Newswise — The regulation of banks and other financial institutions in the United States is a "crazy quilt" of decentralized federal agencies that need to be reorganized to make future market meltdowns less likely, according to a University of Iowa law professor.

Hillary Sale, a securities law expert in the University of Iowa College of Law, believes federal agencies should be realigned so that some oversee consumer protection and others oversee the institutions' financial health.

Currently, she said, too many agencies must perform both tasks, which means they can do neither task well and creates conflicts of interest.

In a recent paper, "Redesigning the SEC: Does the Treasury Have a Better Idea?", Sale and her co-author, Columbia University law professor John Coffee, point out that one of the reasons for the current economic meltdown was the lack of a cohesive regulatory approach that allowed financial institutions to inflate the real estate and mortgage bubble.

Investment banks, commercial banks, mortgage lenders, stock brokers and other financial institutions are regulated by a patchwork of federal agencies with different missions and different resources. It doesn't help, either, she said, that the agencies frequently engage in political turf wars and suffer other management dysfunctions.

For instance, Sale said banks and savings and loans can be regulated by the Federal Reserve, the Office of the Comptroller of the Currency, the FDIC or the Office of Thrift Supervision. Securities are regulated by either the SEC or the Commodities Futures Trading Commission, while insurance isn't regulated by any agency at the federal level.

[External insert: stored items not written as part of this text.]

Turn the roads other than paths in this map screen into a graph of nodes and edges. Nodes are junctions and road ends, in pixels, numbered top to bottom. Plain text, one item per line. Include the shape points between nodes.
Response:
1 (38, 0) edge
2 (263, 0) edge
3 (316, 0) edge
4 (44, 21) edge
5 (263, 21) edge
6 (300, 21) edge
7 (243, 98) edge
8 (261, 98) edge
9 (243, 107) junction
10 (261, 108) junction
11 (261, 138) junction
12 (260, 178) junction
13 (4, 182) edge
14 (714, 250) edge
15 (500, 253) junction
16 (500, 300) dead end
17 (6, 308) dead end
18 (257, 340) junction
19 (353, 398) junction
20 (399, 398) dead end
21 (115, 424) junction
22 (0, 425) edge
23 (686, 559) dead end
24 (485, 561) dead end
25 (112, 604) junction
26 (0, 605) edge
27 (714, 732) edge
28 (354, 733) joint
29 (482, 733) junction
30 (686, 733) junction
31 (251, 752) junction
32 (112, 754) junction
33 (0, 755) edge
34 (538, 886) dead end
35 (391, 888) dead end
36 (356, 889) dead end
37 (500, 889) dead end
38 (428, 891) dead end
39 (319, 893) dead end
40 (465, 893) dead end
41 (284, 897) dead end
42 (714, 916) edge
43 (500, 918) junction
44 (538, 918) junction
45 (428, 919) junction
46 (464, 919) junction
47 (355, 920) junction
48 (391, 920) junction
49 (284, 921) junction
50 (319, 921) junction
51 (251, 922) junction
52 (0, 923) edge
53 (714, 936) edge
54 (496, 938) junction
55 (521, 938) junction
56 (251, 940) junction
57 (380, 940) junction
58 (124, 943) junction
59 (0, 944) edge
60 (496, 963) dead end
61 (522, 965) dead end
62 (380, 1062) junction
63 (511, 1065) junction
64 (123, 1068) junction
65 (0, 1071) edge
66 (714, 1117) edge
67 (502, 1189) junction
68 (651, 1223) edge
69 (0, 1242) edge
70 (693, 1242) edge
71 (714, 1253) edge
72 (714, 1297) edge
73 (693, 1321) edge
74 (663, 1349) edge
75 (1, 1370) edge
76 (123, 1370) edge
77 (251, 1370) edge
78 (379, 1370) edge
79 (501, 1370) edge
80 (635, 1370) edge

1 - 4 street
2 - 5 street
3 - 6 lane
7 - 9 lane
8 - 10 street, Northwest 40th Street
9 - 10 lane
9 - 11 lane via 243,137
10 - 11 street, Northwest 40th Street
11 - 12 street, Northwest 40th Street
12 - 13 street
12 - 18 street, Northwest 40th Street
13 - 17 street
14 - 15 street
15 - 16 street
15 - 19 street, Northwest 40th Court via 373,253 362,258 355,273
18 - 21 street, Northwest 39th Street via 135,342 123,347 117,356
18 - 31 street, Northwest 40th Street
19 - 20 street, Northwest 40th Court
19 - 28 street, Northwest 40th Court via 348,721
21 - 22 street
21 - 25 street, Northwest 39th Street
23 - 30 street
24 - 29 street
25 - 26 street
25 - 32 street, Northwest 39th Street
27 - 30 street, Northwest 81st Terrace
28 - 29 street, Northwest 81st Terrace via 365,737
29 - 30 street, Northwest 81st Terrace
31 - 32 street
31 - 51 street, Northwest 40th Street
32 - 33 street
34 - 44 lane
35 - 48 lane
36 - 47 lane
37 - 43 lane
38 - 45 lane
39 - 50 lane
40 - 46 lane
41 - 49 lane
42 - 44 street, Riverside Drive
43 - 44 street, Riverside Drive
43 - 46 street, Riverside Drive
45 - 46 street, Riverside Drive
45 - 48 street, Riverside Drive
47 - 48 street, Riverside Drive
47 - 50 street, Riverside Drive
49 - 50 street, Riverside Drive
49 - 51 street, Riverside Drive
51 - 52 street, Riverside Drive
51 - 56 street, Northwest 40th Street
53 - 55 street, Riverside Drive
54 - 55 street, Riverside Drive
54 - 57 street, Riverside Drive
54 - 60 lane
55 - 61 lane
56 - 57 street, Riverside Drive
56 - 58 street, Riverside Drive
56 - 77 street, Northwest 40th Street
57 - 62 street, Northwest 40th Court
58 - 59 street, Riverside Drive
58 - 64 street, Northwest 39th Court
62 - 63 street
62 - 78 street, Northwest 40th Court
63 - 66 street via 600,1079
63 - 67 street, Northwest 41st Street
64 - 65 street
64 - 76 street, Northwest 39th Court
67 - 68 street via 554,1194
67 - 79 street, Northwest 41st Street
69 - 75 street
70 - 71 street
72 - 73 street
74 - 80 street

At the same, the approach toward federal regulation in recent years has generally been the less, the better, causing regulatory agencies to loosen rules and regulations for banks and other financial institutions. Sale said cuts in the SEC also left the agency "outgunned" in its efforts to regulate organizations that could afford to fight off regulation with armies of economists and attorneys.

As a result, she said the SEC was not nearly robust enough to contend with the mortgage and real estate bubble, just as it wasn't robust enough to properly regulate the dot com-fueled run-up in the stock market in the 1990s. Or the accounting irregularities scandal that brought down companies like Enron that followed, or stock options backdating, or Bernard Madoff operating a hedge fund that was actually a $50 billion Ponzi scheme, or any number of other corporate scandals in the past decade.

"It becomes plausible that failures in regulatory oversight, including by the SEC, may have played a greater cause in the economic debacle than has been generally emphasized, by softening requirements for disclosure and due diligence standards," Sale said.

Now, in the wake of the economic collapse, Sale said the government needs to create a new regulation framework, if for no other reason than to restore investor confidence in the markets and to maintain the global competitiveness of the U.S. economy.

The Department of the Treasury undertook such a task in 2006, when it released its own paper suggesting a number of changes in the regulatory framework. Among those was the so-called "twin peaks" framework that gives some agencies the mission to protect consumers and others the mission of ensuring an institution's business soundness.

Sale and Coffee support aspects of that recommendation and suggest the SEC take over the function of consumer protection, while the Federal Reserve and OCC are merged into an agency that monitors financial institutions for soundness.

They also suggest that the new, merged agency have regulatory authority over insurance companies, hedge funds and other institutions that are currently unregulated by any federal agency.

Sale and Coffee argue that the government must restore a robust regulatory emphasis to rebuild confidence in the market by making sure lenders do not take undue risks in trying to keep up with competitors who are taking unnecessary risks. That's what happened in recent years, when competitive pressures encouraged banks to make billions of dollars in questionable loans that, in the end, were not paid back.

"Once the market becomes hot, the threat of civil liability-either to the SEC or to private plaintiffs in securities class actions-seems only weakly to constrain this momentum," Sale said. "Explosive growth and a decline in professional standards often go hand in hand."

But Sale and Coffee are critical of the Treasury Department's recommendations to allow more self-regulation by financial institutions instead of the government, and to force state regulators to take a back seat to federal agencies when investigating fraud.

Sale said that state regulators, particularly in New York, have uncovered some of the most dramatic fraud cases in recent years and provided competition that forces the SEC to take action. That competition, she said, increases enforcement and fills in the gaps between the various federal agencies.

"Redesigning the SEC: Does Treasury Have a Better Idea?" will appear in a forthcoming issue of the Virginia Law Review, which is published by the University of Virginia College of Law.